KI und der umgekehrte Dunning-Kruger-Effekt
Künstliche Intelligenz (KI) wie ChatGPT ist sehr nützlich. Aber es gibt ein Problem: Wir denken, wir sind besser als wir wirklich sind. Eine Studie der Universität Aalto in Finnland hat gezeigt, dass Menschen mit KI-Erfahrung sich am meisten überschätzen. Das nennt man den umgekehrten Dunning-Kruger-Effekt.
Die Studie
Die Studie hat 500 Testpersonen untersucht. Sie mussten 20 Aufgaben aus dem Law School Admission Test (LSAT) lösen. Die Hälfte der Gruppe durfte ChatGPT als Hilfsmittel nutzen, die andere Hälfte nicht. Diejenigen, die KI nutzen durften, schnitten besser ab, aber sie überschätzten ihre Leistungen noch mehr. Während sich die Testleistung um drei Punkte gegenüber der Kontrollgruppe verbesserte, überschätzten die Testpersonen der KI-Gruppe ihr Abschneiden um vier Punkte.

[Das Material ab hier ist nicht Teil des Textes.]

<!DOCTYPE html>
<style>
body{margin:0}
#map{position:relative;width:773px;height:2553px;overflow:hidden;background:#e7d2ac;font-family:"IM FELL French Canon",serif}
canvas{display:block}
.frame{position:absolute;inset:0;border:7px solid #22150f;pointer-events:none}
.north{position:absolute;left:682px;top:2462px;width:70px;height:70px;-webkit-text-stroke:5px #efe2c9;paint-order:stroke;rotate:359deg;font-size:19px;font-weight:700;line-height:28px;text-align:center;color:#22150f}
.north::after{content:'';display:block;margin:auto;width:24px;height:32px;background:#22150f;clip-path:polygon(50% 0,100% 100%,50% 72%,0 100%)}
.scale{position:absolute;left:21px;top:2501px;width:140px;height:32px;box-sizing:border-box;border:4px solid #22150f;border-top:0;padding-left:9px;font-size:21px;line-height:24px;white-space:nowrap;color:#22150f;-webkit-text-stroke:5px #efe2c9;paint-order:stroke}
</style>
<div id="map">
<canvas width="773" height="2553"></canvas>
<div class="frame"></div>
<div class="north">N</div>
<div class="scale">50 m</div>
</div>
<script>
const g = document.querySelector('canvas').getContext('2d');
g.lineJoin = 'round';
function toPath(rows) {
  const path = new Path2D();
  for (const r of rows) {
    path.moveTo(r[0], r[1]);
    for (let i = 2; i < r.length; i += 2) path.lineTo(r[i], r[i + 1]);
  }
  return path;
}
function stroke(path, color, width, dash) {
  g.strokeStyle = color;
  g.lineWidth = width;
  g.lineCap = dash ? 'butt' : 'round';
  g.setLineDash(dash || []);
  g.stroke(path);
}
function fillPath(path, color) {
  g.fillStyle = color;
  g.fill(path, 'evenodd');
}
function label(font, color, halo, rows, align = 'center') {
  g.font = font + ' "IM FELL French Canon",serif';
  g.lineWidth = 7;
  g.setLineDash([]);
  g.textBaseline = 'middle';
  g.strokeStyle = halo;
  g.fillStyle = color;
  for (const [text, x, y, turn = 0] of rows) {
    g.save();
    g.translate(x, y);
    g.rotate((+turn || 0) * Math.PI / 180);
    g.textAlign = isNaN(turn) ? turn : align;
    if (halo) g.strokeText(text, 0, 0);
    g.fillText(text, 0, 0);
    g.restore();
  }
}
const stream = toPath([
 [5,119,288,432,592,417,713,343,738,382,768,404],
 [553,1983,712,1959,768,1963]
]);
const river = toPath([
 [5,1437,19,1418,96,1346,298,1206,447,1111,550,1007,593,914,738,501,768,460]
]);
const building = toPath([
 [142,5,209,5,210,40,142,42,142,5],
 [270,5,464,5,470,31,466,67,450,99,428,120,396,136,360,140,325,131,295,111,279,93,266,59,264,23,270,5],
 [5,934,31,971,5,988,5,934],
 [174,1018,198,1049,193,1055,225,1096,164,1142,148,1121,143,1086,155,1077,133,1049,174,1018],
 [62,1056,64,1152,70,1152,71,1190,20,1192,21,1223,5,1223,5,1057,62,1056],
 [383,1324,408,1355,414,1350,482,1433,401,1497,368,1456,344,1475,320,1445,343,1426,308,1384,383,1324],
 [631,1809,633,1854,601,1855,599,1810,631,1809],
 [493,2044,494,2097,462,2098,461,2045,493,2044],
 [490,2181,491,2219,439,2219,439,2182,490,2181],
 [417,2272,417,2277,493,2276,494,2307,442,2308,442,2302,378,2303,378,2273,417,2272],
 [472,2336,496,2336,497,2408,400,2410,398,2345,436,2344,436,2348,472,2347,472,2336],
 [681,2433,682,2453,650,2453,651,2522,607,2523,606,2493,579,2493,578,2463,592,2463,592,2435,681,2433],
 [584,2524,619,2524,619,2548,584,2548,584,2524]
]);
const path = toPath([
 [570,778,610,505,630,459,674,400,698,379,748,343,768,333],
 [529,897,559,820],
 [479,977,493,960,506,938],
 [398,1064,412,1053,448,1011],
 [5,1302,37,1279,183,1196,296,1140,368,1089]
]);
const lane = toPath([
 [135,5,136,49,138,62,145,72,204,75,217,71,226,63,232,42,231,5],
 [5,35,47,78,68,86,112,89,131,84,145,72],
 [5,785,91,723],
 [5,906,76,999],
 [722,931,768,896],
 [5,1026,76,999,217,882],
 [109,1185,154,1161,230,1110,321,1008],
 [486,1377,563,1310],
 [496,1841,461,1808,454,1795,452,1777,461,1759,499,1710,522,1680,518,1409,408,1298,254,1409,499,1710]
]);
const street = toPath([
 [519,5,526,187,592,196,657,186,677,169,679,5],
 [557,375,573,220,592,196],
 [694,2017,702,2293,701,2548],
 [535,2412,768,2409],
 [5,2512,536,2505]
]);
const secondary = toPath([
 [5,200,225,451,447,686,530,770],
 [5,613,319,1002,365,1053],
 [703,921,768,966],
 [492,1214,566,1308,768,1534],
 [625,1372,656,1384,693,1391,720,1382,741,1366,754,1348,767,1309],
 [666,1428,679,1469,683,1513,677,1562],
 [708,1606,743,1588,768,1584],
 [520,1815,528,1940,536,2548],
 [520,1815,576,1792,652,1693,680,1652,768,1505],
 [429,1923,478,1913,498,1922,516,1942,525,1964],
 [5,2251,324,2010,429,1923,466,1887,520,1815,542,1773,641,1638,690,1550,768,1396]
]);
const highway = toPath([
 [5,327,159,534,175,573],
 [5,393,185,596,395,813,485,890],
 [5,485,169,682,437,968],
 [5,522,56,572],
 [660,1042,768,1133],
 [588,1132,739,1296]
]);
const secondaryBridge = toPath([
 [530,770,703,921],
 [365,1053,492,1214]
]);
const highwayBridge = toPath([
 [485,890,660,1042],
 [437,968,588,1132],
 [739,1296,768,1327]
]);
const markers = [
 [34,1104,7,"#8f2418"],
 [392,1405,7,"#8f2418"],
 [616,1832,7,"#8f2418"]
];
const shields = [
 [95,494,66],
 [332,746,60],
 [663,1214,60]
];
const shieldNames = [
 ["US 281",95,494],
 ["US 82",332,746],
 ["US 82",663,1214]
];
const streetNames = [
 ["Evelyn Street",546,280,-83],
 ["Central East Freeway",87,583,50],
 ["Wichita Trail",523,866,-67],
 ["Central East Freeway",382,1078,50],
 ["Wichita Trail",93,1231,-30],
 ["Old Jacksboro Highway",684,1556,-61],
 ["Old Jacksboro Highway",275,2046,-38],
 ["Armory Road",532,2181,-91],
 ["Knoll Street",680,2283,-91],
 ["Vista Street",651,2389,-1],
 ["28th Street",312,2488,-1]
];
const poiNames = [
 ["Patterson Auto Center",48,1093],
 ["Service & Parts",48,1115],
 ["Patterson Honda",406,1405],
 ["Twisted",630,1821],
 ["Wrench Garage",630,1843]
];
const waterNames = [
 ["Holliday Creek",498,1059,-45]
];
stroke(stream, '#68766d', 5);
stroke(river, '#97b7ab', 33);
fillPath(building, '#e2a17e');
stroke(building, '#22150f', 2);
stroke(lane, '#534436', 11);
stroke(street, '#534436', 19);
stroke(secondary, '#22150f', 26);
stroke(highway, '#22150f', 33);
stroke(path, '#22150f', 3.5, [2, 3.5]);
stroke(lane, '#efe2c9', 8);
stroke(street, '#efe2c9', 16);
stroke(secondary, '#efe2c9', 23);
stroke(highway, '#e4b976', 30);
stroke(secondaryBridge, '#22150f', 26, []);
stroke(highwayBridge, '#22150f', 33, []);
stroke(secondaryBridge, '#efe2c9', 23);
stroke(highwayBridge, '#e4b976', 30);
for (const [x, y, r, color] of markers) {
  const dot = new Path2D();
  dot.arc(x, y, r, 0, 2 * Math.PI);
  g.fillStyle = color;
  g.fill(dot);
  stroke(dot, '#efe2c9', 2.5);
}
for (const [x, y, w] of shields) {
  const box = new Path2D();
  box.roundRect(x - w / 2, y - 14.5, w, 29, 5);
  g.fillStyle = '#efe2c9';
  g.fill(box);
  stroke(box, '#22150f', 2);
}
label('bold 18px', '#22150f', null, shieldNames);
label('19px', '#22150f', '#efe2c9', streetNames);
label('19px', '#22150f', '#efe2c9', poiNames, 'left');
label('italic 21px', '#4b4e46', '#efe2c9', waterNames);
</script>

KI-Kompetenz und Selbstüberschätzung
Interessanterweise zeigte die Studie, dass je mehr Erfahrung die Testpersonen mit KI hatten, desto mehr überschätzten sie sich selbst. Das ist überraschend, weil man denken würde, dass Menschen mit mehr KI-Erfahrung ihre Leistungen besser einschätzen können. Stattdessen zeigte sich eine Umkehrung des Dunning-Kruger-Effekts. Ausgerechnet diejenigen, die die Schwächen und Grenzen der künstlichen Intelligenz am besten kennen müssten, überschätzten sich und ihre mittels ChatGPT erzielten Ergebnisse deutlich.
Kognitives Offloading
Die Studie zeigte auch, dass die Testpersonen der KI blind vertrauten. Sie überließen der KI den gesamten Denkprozess. Das nennt man kognitives Offloading. Dieses Verhalten macht es schwer, die Schwere der Aufgabe und die Trefferquote bei den Lösungen realistisch einzuschätzen. Die Testpersonen vertrauten dem KI-System blind und überließen ChatGPT den gesamten Denkprozess.
Fazit
Nach Ansicht der Forschenden bestätigen ihre Ergebnisse die Annahme, dass der Umgang mit künstlicher Intelligenz unsere Denkfaulheit fördert. Wir verlassen uns immer stärker auf ChatGPT und Co und sind oft zu bequem, die Antworten der KI zu hinterfragen oder uns selbst intensiver mit den Aufgaben zu beschäftigen. Die aktuellen KI-Tools führen nicht dazu, dass wir aus Fehlern lernen und schwächen unsere Metakognition eher.